[Extracted records]
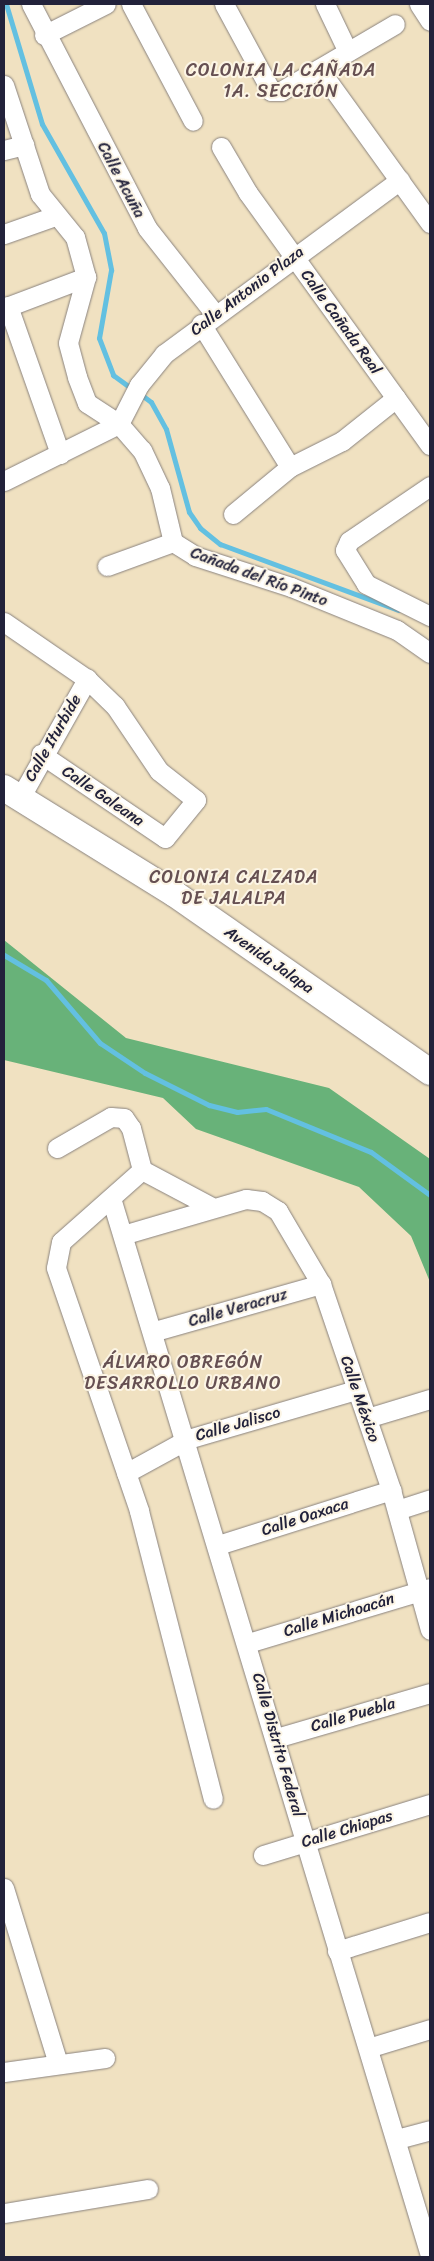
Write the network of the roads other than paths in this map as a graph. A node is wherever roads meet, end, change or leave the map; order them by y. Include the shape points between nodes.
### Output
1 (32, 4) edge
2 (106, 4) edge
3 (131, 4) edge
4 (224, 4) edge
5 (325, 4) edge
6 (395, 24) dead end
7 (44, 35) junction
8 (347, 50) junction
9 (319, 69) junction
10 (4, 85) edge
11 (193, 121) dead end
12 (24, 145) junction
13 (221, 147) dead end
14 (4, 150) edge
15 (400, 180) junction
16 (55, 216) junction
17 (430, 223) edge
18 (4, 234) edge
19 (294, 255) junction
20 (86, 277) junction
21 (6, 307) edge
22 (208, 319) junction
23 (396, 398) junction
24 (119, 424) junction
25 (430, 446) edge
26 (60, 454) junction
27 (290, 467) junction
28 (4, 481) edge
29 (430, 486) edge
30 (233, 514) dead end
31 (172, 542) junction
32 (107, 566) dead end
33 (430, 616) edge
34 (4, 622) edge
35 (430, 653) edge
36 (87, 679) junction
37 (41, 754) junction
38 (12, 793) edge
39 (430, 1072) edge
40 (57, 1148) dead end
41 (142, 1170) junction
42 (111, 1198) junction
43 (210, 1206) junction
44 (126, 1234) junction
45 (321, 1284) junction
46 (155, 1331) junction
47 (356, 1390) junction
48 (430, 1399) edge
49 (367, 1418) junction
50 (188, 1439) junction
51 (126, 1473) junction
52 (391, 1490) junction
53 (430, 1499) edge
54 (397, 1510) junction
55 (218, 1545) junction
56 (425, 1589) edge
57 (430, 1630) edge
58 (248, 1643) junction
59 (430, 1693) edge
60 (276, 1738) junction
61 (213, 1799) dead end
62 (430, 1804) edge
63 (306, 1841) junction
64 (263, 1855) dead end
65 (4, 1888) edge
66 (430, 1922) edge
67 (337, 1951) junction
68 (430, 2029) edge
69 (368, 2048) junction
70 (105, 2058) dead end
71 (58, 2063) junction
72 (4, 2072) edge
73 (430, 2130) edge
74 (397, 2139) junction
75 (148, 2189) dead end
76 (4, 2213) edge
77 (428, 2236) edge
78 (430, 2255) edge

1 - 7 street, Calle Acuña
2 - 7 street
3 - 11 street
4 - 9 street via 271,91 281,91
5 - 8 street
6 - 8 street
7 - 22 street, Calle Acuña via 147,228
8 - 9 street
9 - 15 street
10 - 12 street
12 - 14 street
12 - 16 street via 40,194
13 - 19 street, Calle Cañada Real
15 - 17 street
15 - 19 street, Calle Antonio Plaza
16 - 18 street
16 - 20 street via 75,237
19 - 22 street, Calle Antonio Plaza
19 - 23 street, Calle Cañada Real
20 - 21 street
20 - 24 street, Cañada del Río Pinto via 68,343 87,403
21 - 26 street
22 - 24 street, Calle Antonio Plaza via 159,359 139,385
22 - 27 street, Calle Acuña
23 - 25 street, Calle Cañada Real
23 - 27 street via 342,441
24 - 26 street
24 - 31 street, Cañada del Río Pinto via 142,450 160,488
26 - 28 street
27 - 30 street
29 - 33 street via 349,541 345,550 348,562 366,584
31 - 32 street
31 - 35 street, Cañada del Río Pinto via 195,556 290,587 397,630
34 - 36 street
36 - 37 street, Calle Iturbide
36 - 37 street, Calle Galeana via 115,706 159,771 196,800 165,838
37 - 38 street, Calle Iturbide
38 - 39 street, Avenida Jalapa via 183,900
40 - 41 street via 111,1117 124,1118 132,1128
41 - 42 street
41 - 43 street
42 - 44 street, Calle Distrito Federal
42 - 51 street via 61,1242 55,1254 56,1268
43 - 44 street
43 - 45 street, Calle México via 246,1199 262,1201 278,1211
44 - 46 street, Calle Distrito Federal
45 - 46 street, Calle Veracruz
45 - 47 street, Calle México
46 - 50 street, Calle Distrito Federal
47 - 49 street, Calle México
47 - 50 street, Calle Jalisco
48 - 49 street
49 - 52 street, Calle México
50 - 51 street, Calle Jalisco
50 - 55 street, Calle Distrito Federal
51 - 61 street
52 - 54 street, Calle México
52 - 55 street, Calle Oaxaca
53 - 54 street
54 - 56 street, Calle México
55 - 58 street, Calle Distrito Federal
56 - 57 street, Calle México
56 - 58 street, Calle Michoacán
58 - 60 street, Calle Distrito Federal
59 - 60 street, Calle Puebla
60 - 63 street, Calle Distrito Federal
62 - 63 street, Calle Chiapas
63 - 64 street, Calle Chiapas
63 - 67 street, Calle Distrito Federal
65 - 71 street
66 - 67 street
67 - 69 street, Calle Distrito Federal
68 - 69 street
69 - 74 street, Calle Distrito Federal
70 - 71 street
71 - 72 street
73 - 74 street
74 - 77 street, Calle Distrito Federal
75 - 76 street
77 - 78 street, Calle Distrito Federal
* * *
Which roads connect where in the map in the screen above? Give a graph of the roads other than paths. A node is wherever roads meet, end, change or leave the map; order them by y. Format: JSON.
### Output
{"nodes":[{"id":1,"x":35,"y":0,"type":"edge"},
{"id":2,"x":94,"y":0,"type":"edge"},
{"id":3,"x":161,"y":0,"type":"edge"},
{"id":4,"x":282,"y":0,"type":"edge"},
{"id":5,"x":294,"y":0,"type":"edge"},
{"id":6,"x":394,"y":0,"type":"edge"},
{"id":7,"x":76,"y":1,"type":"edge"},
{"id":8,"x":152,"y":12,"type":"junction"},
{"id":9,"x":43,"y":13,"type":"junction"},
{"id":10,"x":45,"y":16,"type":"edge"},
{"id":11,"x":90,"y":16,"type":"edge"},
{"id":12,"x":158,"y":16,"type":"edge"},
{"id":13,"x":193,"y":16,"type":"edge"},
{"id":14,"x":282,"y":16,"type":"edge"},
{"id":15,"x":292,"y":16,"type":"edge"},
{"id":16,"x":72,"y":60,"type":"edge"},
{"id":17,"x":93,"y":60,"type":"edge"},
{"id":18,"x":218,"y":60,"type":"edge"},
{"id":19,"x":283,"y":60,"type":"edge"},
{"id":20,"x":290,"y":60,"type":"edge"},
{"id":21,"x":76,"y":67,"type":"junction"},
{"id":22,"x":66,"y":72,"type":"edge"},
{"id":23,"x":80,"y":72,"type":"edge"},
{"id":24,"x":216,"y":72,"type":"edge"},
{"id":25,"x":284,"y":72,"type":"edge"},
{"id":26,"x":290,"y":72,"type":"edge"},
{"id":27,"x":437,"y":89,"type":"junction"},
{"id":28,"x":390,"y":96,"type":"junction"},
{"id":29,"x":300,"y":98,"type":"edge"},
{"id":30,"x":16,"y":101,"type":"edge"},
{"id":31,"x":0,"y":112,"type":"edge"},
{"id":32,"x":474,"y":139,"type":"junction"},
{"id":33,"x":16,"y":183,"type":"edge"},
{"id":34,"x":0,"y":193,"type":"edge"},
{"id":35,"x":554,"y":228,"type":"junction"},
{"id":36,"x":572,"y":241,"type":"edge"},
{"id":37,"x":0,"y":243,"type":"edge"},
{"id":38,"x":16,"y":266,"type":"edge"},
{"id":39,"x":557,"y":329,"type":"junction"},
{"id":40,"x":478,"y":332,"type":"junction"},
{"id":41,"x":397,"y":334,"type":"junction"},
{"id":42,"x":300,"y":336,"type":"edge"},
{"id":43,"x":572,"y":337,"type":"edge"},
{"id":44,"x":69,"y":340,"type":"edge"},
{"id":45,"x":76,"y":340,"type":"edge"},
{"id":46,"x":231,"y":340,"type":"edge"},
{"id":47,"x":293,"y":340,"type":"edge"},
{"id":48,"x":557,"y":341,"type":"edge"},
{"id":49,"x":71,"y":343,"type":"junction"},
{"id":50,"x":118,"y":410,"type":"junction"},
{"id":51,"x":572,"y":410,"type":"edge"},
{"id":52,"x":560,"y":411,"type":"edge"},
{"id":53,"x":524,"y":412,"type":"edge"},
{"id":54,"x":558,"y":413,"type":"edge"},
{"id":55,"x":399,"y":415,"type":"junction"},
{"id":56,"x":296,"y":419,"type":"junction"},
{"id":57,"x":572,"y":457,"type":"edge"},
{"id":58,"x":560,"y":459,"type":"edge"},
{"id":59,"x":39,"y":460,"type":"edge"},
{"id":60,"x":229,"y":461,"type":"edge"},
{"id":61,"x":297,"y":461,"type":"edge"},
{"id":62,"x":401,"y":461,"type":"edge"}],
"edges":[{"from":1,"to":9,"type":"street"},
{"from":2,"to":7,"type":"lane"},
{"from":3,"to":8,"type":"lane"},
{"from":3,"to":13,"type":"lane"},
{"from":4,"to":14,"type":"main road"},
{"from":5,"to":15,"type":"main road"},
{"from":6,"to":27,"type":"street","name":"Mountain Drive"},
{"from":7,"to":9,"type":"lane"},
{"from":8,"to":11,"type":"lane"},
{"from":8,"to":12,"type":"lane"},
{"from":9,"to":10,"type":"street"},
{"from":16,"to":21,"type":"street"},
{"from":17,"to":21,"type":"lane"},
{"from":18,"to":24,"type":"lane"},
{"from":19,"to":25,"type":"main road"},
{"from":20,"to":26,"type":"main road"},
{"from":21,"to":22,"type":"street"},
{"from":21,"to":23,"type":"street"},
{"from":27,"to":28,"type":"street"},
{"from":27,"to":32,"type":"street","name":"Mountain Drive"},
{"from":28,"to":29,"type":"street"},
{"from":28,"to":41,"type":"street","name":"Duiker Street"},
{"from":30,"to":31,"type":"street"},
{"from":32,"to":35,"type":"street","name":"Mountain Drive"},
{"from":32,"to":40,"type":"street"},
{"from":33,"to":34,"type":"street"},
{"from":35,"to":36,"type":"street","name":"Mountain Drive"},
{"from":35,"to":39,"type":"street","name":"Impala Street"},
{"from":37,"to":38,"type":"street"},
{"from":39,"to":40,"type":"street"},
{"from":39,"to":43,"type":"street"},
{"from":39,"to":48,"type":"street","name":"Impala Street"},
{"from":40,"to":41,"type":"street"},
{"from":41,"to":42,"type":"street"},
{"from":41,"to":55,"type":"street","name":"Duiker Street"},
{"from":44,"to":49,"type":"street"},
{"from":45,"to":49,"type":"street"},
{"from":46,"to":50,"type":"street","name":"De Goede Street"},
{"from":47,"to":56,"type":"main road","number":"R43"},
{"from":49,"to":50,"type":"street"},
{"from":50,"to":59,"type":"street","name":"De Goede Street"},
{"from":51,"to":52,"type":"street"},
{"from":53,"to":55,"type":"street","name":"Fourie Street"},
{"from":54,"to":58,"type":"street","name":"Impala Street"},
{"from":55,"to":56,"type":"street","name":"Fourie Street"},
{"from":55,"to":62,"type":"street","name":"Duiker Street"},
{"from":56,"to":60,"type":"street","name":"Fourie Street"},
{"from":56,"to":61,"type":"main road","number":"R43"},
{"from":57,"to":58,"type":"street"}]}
---
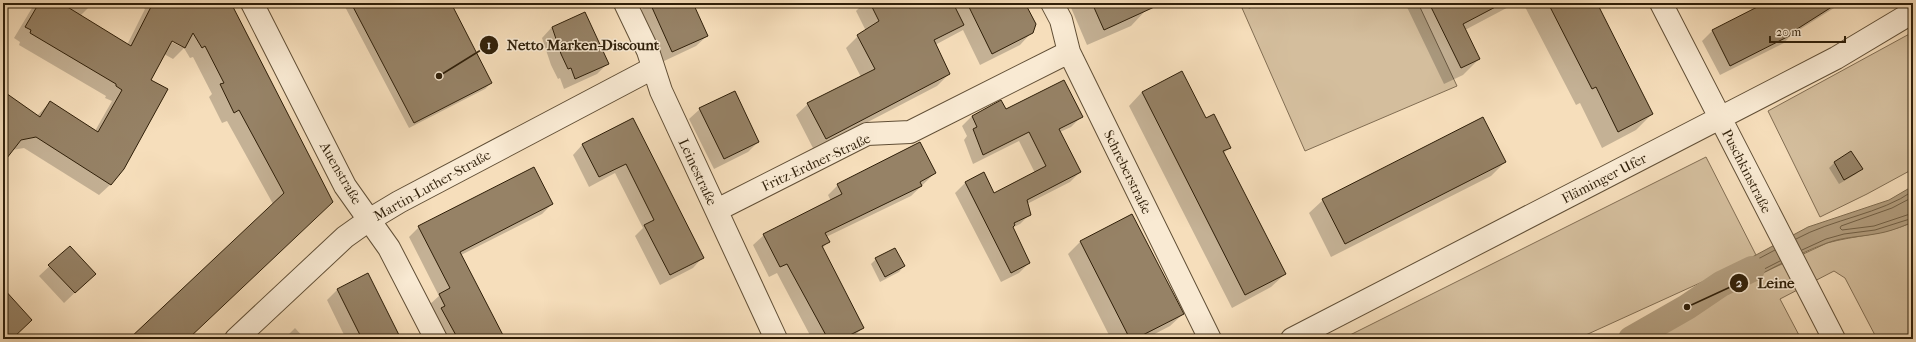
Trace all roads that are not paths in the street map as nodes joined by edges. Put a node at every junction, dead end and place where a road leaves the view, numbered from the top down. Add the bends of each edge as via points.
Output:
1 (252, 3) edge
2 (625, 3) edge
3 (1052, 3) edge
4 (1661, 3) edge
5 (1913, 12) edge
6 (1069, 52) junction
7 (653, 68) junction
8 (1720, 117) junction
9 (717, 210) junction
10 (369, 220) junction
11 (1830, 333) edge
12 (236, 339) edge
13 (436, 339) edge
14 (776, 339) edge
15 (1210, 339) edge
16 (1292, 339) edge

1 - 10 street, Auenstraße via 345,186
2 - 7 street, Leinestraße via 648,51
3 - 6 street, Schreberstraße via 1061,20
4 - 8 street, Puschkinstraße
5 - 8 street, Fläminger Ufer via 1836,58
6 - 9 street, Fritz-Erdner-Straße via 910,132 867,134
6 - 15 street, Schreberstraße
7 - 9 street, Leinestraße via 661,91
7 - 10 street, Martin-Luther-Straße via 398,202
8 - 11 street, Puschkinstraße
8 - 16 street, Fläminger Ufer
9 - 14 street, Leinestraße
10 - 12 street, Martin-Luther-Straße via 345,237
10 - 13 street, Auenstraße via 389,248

| Exercise details |
In the records, find every line that has the string "paths" and copy it.

| Finished exercise |
Write the network of the roads other than paths in this map as a graph. A node is wherever roads meet, end, change or leave the map; order them by y. Include the shape points between nodes.
Which roads connect where in the map in the screen above? Give a graph of the roads other than paths. A node is wherever roads meet, end, change or leave the map; order them by y. Format: JSON.
Trace all roads that are not paths in the street map as nodes joined by edges. Put a node at every junction, dead end and place where a road leaves the view, numbered from the top down. Add the bends of each edge as via points.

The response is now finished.